[EXERCISE MATERIALS Boundary: Start]

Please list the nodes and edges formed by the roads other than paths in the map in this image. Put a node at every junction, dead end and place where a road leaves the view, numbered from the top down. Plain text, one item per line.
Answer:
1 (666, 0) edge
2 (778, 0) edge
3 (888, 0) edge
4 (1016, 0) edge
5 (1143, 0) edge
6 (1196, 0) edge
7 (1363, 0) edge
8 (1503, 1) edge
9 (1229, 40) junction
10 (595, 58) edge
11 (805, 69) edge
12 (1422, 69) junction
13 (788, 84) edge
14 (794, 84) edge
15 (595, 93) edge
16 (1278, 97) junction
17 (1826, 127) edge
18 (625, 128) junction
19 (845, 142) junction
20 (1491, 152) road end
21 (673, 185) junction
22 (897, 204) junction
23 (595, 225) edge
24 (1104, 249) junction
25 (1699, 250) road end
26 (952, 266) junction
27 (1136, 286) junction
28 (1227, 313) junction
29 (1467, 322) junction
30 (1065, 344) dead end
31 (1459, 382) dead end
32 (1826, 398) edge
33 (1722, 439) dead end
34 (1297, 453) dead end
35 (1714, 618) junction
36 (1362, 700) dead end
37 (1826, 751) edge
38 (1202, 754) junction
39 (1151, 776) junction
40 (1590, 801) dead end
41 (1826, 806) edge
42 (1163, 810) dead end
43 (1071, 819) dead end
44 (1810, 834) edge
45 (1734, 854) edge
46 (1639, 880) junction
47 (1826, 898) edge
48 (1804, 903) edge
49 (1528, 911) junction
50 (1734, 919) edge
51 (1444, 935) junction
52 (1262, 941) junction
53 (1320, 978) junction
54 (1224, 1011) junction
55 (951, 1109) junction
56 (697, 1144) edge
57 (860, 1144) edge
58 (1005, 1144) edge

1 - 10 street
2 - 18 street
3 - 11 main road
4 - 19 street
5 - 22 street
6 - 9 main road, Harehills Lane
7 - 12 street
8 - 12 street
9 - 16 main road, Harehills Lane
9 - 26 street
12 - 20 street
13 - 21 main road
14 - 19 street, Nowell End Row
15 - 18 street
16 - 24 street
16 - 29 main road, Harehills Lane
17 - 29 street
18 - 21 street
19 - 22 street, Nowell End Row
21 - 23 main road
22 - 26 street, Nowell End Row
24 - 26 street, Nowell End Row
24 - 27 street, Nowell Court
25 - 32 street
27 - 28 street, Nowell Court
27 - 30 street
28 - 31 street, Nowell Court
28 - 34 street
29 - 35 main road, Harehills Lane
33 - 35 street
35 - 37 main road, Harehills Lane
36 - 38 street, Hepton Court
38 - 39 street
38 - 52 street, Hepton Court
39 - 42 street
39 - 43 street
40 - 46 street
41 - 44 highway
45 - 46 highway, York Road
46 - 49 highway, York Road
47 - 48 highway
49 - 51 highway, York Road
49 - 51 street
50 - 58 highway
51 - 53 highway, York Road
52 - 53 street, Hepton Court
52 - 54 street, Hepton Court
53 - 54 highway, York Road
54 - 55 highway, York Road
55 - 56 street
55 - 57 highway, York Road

[EXERCISE MATERIALS Boundary: End]

* _WHAT YOU HAVE TO DO_
Reproduce each line of the material in which the string "Hepton" occurs.

* _ANSWER TO THE EXERCISE_
36 - 38 street, Hepton Court
38 - 52 street, Hepton Court
52 - 53 street, Hepton Court
52 - 54 street, Hepton Court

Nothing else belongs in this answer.